Read the full story here Web Link posted Tuesday, February 12, 2013, 1:33 PM
Posted by neighbor, a resident of another community, on Feb 12, 2013 at 7:46 pm
Whew: read the article again.
--- Stanford students from families with income below $60,000 pay no tuition, room or board. Those from families with incomes between $60,000 and $100,000 pay no tuition.
--- Half of the students receive income-needs based financial aid and have families with incomes below 100k. Another 20% receive other kinds of financial aid.
--- Upon graduation, 75% of the students leave debt-free.
One does not have to be filthy rich to go to Stanford.

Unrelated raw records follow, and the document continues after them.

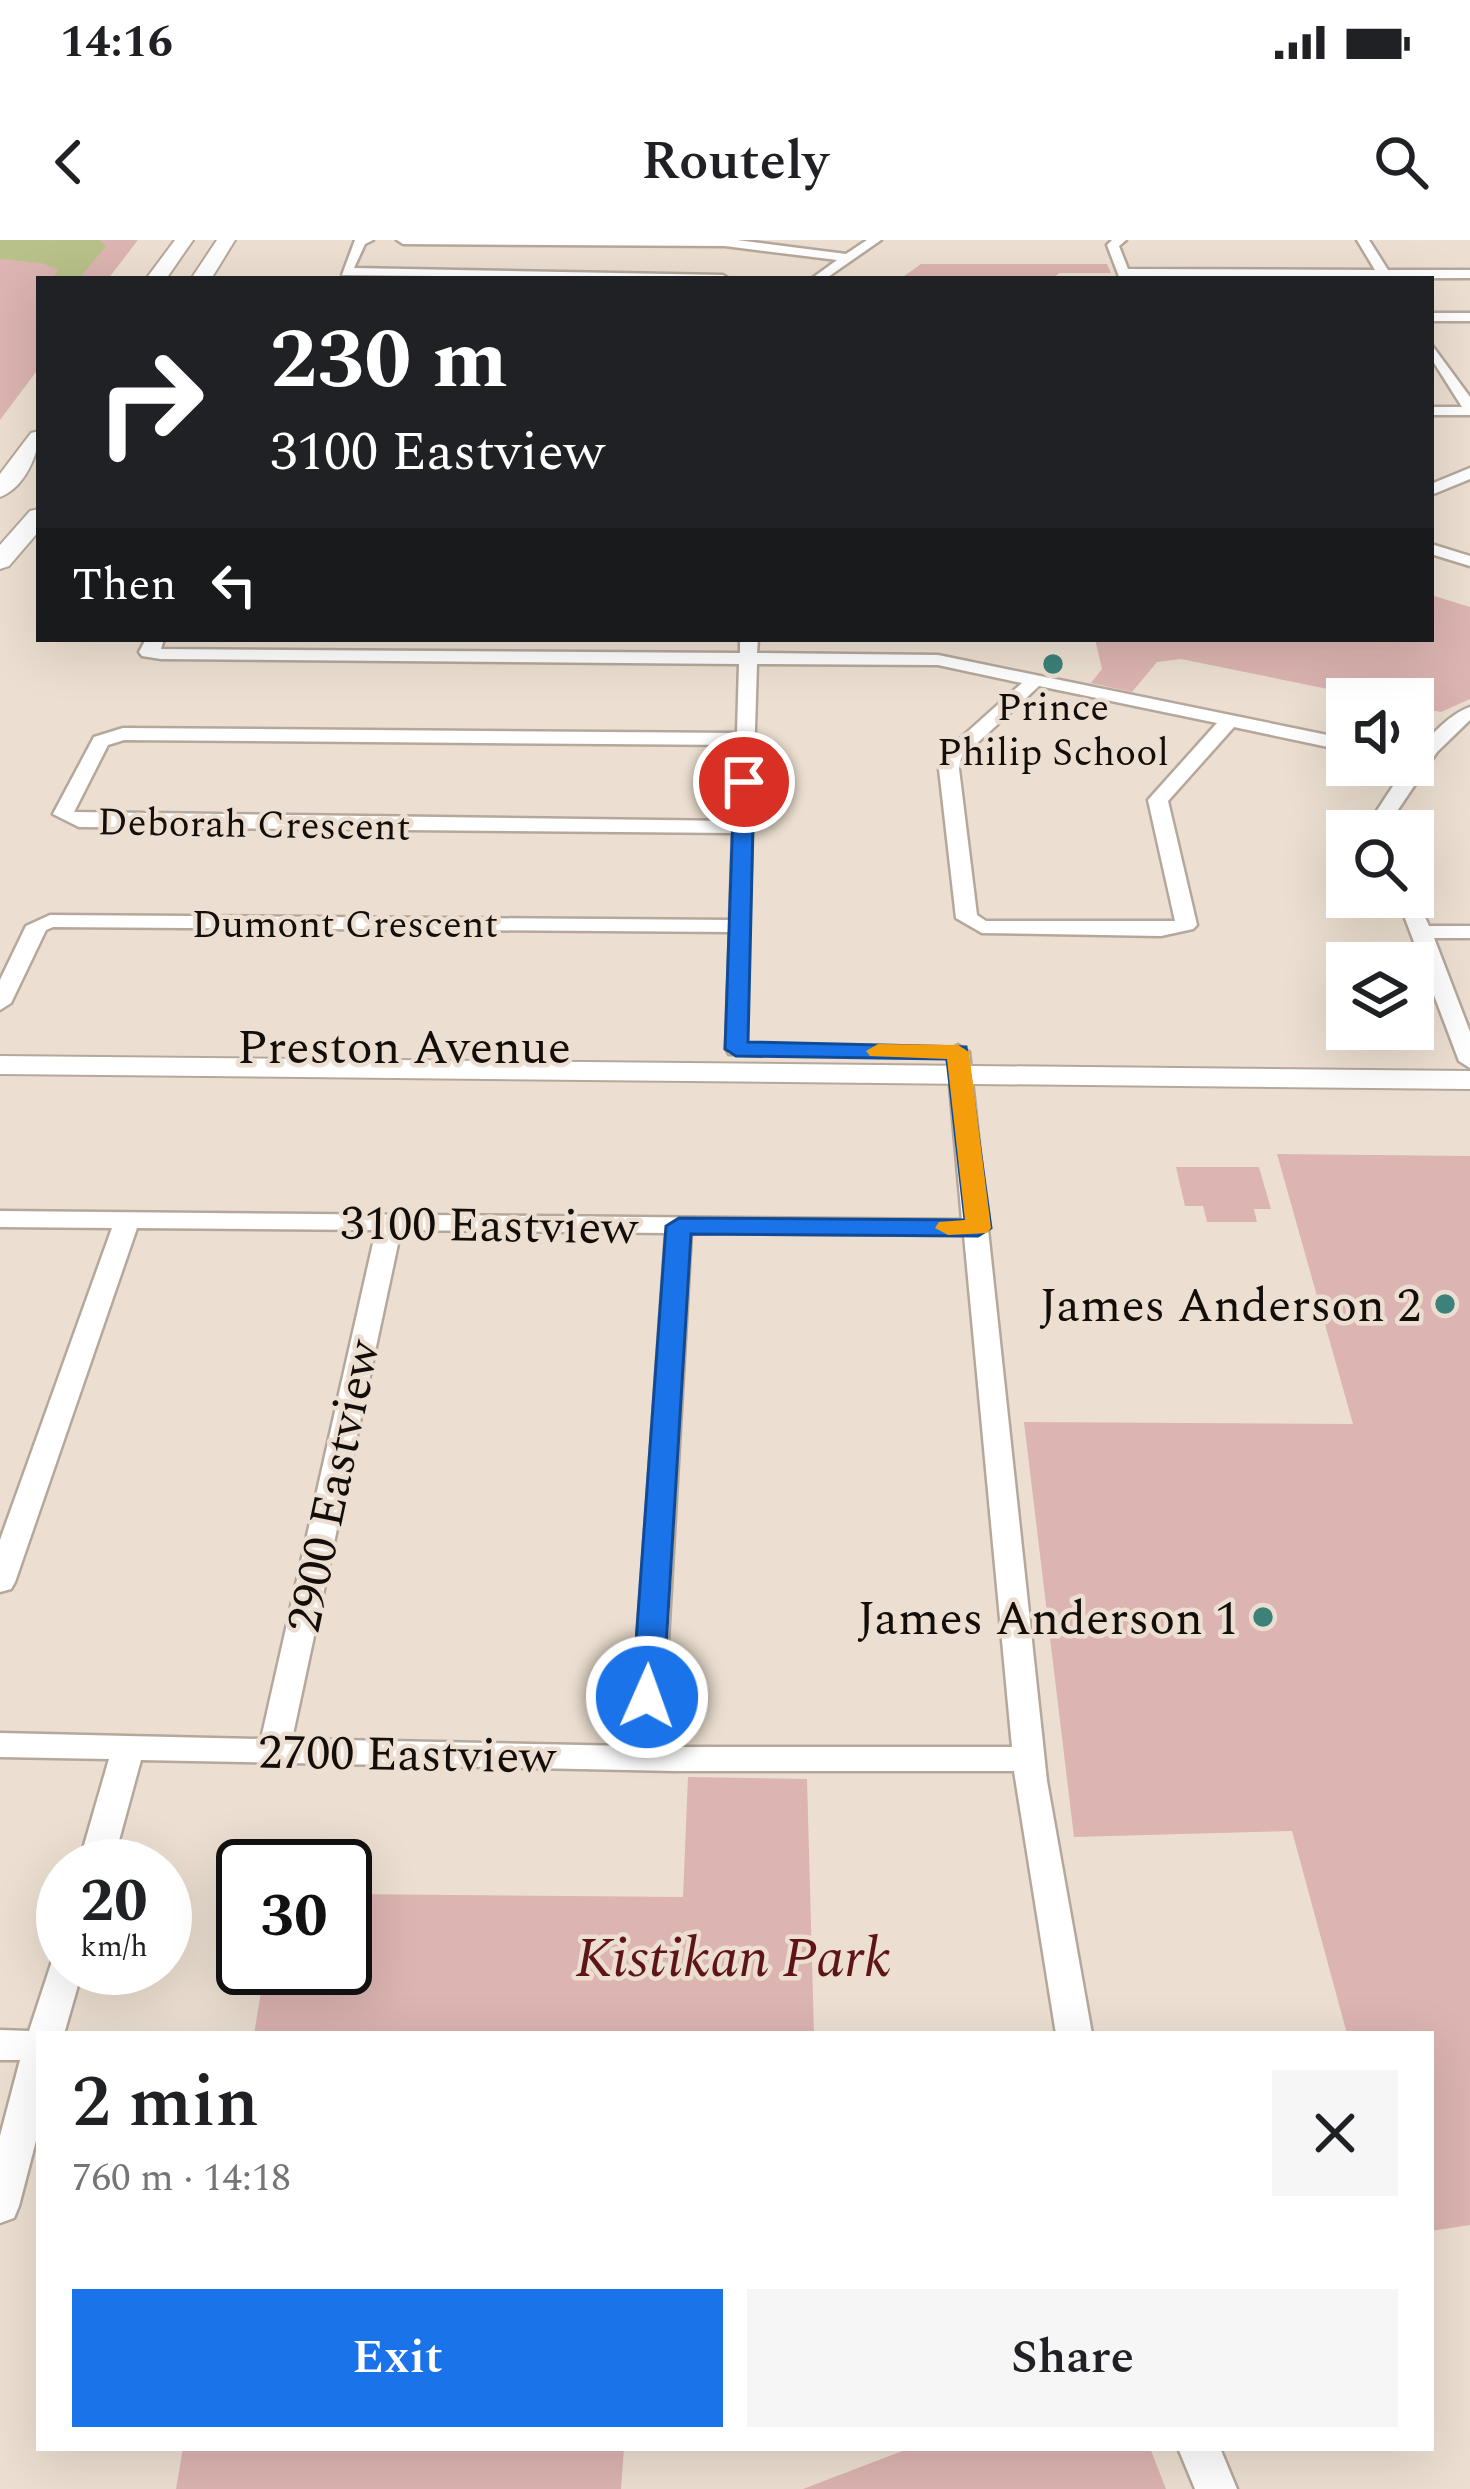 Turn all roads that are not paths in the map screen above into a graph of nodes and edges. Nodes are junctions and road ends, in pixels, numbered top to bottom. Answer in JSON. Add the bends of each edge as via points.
{"nodes":[{"id":1,"x":184,"y":240,"type":"edge"},
{"id":2,"x":226,"y":240,"type":"edge"},
{"id":3,"x":367,"y":240,"type":"edge"},
{"id":4,"x":403,"y":240,"type":"edge"},
{"id":5,"x":874,"y":240,"type":"edge"},
{"id":6,"x":1120,"y":240,"type":"edge"},
{"id":7,"x":1363,"y":240,"type":"edge"},
{"id":8,"x":847,"y":258,"type":"junction"},
{"id":9,"x":1470,"y":274,"type":"edge"},
{"id":10,"x":158,"y":276,"type":"edge"},
{"id":11,"x":203,"y":276,"type":"edge"},
{"id":12,"x":561,"y":276,"type":"edge"},
{"id":13,"x":821,"y":276,"type":"edge"},
{"id":14,"x":1124,"y":276,"type":"edge"},
{"id":15,"x":1254,"y":276,"type":"edge"},
{"id":16,"x":1385,"y":276,"type":"edge"},
{"id":17,"x":1434,"y":317,"type":"edge"},
{"id":18,"x":1470,"y":317,"type":"edge"},
{"id":19,"x":1438,"y":360,"type":"edge"},
{"id":20,"x":1470,"y":364,"type":"edge"},
{"id":21,"x":1470,"y":410,"type":"edge"},
{"id":22,"x":1434,"y":411,"type":"edge"},
{"id":23,"x":36,"y":442,"type":"edge"},
{"id":24,"x":1470,"y":473,"type":"edge"},
{"id":25,"x":1434,"y":489,"type":"edge"},
{"id":26,"x":0,"y":490,"type":"edge"},
{"id":27,"x":36,"y":519,"type":"edge"},
{"id":28,"x":1434,"y":550,"type":"edge"},
{"id":29,"x":1,"y":559,"type":"edge"},
{"id":30,"x":1470,"y":561,"type":"edge"},
{"id":31,"x":153,"y":642,"type":"edge"},
{"id":32,"x":936,"y":642,"type":"edge"},
{"id":33,"x":749,"y":649,"type":"edge"},
{"id":34,"x":938,"y":660,"type":"junction"},
{"id":35,"x":1036,"y":680,"type":"junction"},
{"id":36,"x":1470,"y":712,"type":"edge"},
{"id":37,"x":1229,"y":721,"type":"junction"},
{"id":38,"x":746,"y":739,"type":"junction"},
{"id":39,"x":1326,"y":741,"type":"edge"},
{"id":40,"x":1434,"y":744,"type":"edge"},
{"id":41,"x":742,"y":827,"type":"junction"},
{"id":42,"x":1415,"y":918,"type":"edge"},
{"id":43,"x":740,"y":926,"type":"junction"},
{"id":44,"x":1421,"y":932,"type":"junction"},
{"id":45,"x":1470,"y":932,"type":"edge"},
{"id":46,"x":0,"y":1003,"type":"edge"},
{"id":47,"x":0,"y":1043,"type":"edge"},
{"id":48,"x":72,"y":1044,"type":"junction"},
{"id":49,"x":736,"y":1049,"type":"junction"},
{"id":50,"x":0,"y":1052,"type":"edge"},
{"id":51,"x":959,"y":1063,"type":"junction"},
{"id":52,"x":1470,"y":1064,"type":"edge"},
{"id":53,"x":0,"y":1065,"type":"edge"},
{"id":54,"x":605,"y":1069,"type":"junction"},
{"id":55,"x":769,"y":1073,"type":"junction"},
{"id":56,"x":0,"y":1219,"type":"edge"},
{"id":57,"x":128,"y":1220,"type":"junction"},
{"id":58,"x":390,"y":1222,"type":"junction"},
{"id":59,"x":679,"y":1226,"type":"junction"},
{"id":60,"x":978,"y":1228,"type":"junction"},
{"id":61,"x":0,"y":1582,"type":"edge"},
{"id":62,"x":0,"y":1745,"type":"edge"},
{"id":63,"x":128,"y":1748,"type":"junction"},
{"id":64,"x":274,"y":1750,"type":"junction"},
{"id":65,"x":645,"y":1758,"type":"junction"},
{"id":66,"x":1029,"y":1759,"type":"junction"},
{"id":67,"x":103,"y":1839,"type":"edge"},
{"id":68,"x":57,"y":1995,"type":"edge"},
{"id":69,"x":47,"y":2031,"type":"edge"},
{"id":70,"x":1074,"y":2031,"type":"edge"},
{"id":71,"x":0,"y":2045,"type":"edge"},
{"id":72,"x":36,"y":2046,"type":"edge"},
{"id":73,"x":36,"y":2070,"type":"edge"},
{"id":74,"x":0,"y":2206,"type":"edge"},
{"id":75,"x":1200,"y":2451,"type":"edge"},
{"id":76,"x":1216,"y":2489,"type":"edge"}],
"edges":[{"from":1,"to":10,"type":"highway"},
{"from":2,"to":11,"type":"highway"},
{"from":3,"to":12,"type":"street","via":[[346,272]]},
{"from":4,"to":8,"type":"street","via":[[725,242]]},
{"from":5,"to":8,"type":"street"},
{"from":6,"to":14,"type":"street","via":[[1113,245]]},
{"from":7,"to":16,"type":"street"},
{"from":8,"to":13,"type":"street"},
{"from":9,"to":16,"type":"street"},
{"from":14,"to":15,"type":"street"},
{"from":15,"to":16,"type":"street"},
{"from":17,"to":18,"type":"street"},
{"from":19,"to":20,"type":"street"},
{"from":19,"to":21,"type":"street"},
{"from":21,"to":22,"type":"street"},
{"from":23,"to":26,"type":"highway"},
{"from":24,"to":25,"type":"street"},
{"from":27,"to":29,"type":"highway"},
{"from":28,"to":30,"type":"street"},
{"from":31,"to":33,"type":"street","via":[[148,652],[161,654]]},
{"from":32,"to":34,"type":"street"},
{"from":33,"to":34,"type":"street"},
{"from":33,"to":38,"type":"street"},
{"from":34,"to":35,"type":"street"},
{"from":35,"to":37,"type":"street"},
{"from":35,"to":37,"type":"street","via":[[952,755],[967,914],[982,927],[1186,925],[1158,800]]},
{"from":36,"to":40,"type":"street"},
{"from":37,"to":39,"type":"street"},
{"from":38,"to":41,"type":"street"},
{"from":38,"to":41,"type":"street","name":"Deborah Crescent","via":[[123,734],[101,741],[63,814],[79,821]]},
{"from":41,"to":43,"type":"street"},
{"from":42,"to":44,"type":"street"},
{"from":43,"to":46,"type":"street","name":"Dumont Crescent","via":[[50,921],[37,926]]},
{"from":43,"to":49,"type":"street"},
{"from":44,"to":45,"type":"street"},
{"from":44,"to":52,"type":"street"},
{"from":47,"to":48,"type":"main road","name":"Preston Avenue"},
{"from":48,"to":49,"type":"main road","name":"Preston Avenue"},
{"from":48,"to":50,"type":"main road","name":"Preston Avenue"},
{"from":49,"to":51,"type":"main road","name":"Preston Avenue"},
{"from":49,"to":54,"type":"main road","name":"Preston Avenue","via":[[727,1057]]},
{"from":49,"to":55,"type":"main road"},
{"from":51,"to":52,"type":"main road","name":"Preston Avenue"},
{"from":51,"to":55,"type":"main road","name":"Preston Avenue"},
{"from":51,"to":60,"type":"street"},
{"from":53,"to":54,"type":"main road","name":"Preston Avenue"},
{"from":54,"to":55,"type":"main road","name":"Preston Avenue"},
{"from":56,"to":57,"type":"street","name":"3100 Eastview"},
{"from":57,"to":58,"type":"street","name":"3100 Eastview"},
{"from":57,"to":61,"type":"street"},
{"from":58,"to":59,"type":"street","name":"3100 Eastview"},
{"from":58,"to":64,"type":"street","name":"2900 Eastview"},
{"from":59,"to":60,"type":"street","name":"3100 Eastview"},
{"from":59,"to":65,"type":"street"},
{"from":60,"to":66,"type":"street"},
{"from":62,"to":63,"type":"street","name":"2700 Eastview"},
{"from":63,"to":64,"type":"street","name":"2700 Eastview"},
{"from":63,"to":67,"type":"street"},
{"from":64,"to":65,"type":"street","name":"2700 Eastview"},
{"from":65,"to":66,"type":"street","name":"2700 Eastview"},
{"from":66,"to":70,"type":"street"},
{"from":68,"to":69,"type":"street"},
{"from":71,"to":72,"type":"street"},
{"from":73,"to":74,"type":"street"},
{"from":75,"to":76,"type":"street"}]} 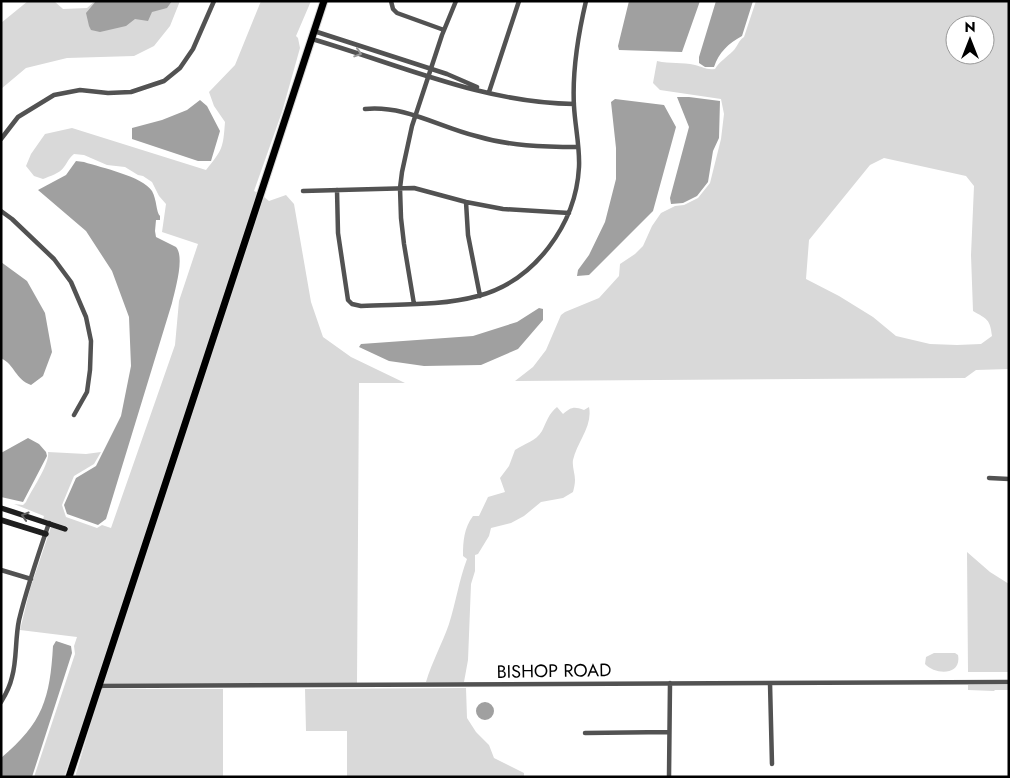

But ones has to be really smart, really mature, really creative, really motivated, and really lucky....because thousands of applicants from all over the world fit the aforementioned criteria.
Posted by neighbor, a resident of another community, on Feb 12, 2013 at 11:20 pm
Stanford's applicant and student profiles -- as well as its financial aid policies have been openly published and well-documented for years. Their goal is to get a student body of talented extremely smart, but well-rounded individuals, from all over the U.S. and the world.
Although they admit some students from local families, they are not a University for local or state residents. Princeton, Harvard, and Yale and similar private universities are also not obligated to admit from their local towns (and their geographic diversity interests might be a good thing for smart California applicants).
On the other hand, UC and CSU campuses -- as state institutions -- exist to serve California residents.
Private Universities can set their own admission policies as long as they are legal and non-discimminatory. On the whole, SU has maintained a geographically and racially diverse student body whose only common denominator is superior student intellect and talent.
Town/gown issues are complex, and development by both sides will lead to friction at times.....but from the Peninsula community's participation in SU cultural, intellectual and sports activities, it appears that most area residents see the University as a bonus to living here.
Without Stanford, Palo Alto would just be Burlingame,
Posted by RogueTrader, a resident of the Green Acres neighborhood, on Feb 13, 2013 at 10:22 am
"Neighbor" continues to parrot the party line as if he's reading it straight off the brochure. Let's examine this statement: "Private Universities can set their own admission policies as long as they are legal and non-discrimminatory. " (end quote)
Do you think it is an equal playing field for all ethnic groups when applying to private colleges? If not, isn't that a textbook definition of discrimination and therefore illegal?
"A study by Princeton sociologist Thomas Espenshade examined applicants to top colleges from 1997, when the maximum SAT score was 1600 (today it's 2400). Espenshade found that Asian-Americans needed a 1550 SAT (>99.5 percentile) to have an equal chance of getting into an elite college as white students with a 1410 (96 percentile) or black students with an 1100 (61 percentile)."